Seedorf defends Flamini
Clarence Seedorf has launched a passionate defence of his AC Milan team-mate Matthieu Flamini ahead of Wednesday's Champions League clash against Tottenham at White Hart Lane.
Spurs beat Milan 1-0 at the San Siro three weeks ago to record a memorable victory, but their achievements were overshadowed by Gennaro Gattuso's headbutt on Joe Jordan and Flamini's reckless challenge on Vedran Corluka.
Flamini slid in late with a two-footed tackle on Corluka which sent the Croatian flying into the air but only earned the Frenchman a yellow card.
Spurs boss Harry Redknapp slammed the former Arsenal man for the tackle, insisting that Corluka was lucky to escape with an ankle sprain rather than a broken leg.
The former Arsenal man did little to endear himself to the Spurs fans by appearing to revel in the foul by punching the air in the direction of the Milan fans.
The midfielder is sure to receive a hostile reception in the second leg at White Hart Lane but Seedorf is confident that he will be able to deal with the pressure. The Dutchman also believes that Flamini was only guilty of committing a foul that happens on a regular basis in the Premier League.

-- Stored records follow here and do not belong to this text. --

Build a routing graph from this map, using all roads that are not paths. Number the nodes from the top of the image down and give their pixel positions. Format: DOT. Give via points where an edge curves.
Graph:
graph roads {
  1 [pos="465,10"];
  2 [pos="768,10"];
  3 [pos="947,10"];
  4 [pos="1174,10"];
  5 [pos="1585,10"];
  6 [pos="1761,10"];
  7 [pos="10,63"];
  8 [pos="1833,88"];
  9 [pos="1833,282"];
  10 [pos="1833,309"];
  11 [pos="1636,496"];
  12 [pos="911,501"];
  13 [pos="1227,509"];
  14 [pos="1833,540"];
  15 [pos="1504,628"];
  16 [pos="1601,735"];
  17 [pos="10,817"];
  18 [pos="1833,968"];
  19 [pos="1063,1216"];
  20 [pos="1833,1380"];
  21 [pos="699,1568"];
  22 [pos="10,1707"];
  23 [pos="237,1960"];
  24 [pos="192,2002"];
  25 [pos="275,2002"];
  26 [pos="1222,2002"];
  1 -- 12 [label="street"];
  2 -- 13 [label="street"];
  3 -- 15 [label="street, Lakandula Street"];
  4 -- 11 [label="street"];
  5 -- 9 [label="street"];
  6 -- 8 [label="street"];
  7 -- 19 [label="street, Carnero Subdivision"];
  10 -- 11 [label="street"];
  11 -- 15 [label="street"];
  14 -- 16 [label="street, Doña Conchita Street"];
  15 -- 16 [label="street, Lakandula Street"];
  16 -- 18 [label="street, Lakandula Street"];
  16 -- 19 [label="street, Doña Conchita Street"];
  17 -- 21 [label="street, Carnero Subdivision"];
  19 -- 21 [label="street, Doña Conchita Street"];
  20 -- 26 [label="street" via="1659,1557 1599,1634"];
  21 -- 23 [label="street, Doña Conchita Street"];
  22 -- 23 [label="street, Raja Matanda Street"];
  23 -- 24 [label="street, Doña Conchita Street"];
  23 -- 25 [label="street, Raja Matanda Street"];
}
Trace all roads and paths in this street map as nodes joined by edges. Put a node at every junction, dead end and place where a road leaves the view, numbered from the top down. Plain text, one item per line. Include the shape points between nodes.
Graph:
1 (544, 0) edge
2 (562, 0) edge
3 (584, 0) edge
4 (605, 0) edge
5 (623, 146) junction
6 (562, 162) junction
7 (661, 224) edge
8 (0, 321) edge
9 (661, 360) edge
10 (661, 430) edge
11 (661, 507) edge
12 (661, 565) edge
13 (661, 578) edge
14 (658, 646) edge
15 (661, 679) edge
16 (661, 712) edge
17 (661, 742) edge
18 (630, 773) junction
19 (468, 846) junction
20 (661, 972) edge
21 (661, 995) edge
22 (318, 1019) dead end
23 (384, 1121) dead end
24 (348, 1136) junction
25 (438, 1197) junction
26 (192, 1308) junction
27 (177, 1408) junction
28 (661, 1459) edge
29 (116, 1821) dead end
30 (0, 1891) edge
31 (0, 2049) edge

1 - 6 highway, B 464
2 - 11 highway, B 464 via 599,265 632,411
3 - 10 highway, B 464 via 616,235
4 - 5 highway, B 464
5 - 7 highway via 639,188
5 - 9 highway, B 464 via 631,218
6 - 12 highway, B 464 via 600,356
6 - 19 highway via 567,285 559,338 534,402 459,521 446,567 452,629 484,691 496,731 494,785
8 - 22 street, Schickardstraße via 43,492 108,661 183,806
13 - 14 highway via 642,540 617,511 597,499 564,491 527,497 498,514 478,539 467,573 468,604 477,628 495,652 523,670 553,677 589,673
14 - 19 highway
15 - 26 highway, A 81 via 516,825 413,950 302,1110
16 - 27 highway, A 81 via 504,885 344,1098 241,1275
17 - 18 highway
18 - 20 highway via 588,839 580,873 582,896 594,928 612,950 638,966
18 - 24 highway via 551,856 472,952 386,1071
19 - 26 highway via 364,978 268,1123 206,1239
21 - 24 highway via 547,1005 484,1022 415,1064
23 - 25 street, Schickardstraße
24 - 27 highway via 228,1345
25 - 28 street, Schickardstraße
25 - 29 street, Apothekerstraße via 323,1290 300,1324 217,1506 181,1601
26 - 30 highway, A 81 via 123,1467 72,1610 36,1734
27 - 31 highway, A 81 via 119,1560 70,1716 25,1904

"I've seen a lot of challenges in the Premier League and there are a lot of challenges here like that," Seedorf said. "He brought it to Italy, simple. He will be okay. He will approach tomorrow like he approaches all the games."
Gattuso's antics earned him a four-match ban, meaning he will miss the second leg.
The Milan captain's suspension has left head coach Massimiliano Allegri short of midfielders as he is already without Italy duo Andrea Pirlo and Massimo Ambrosini.
Seedorf, who could skipper the Rossoneri, is confident that the team will be able to overturn the 1-0 deficit despite the absence of their tenacious midfield general.
"We know how important Gattuso is, but there are a lot of players not there for us. We already have a nice list of players not here, like Pirlo and Ambrosini. Without them we have had great results. Those coming in must perform well and that is what we must do."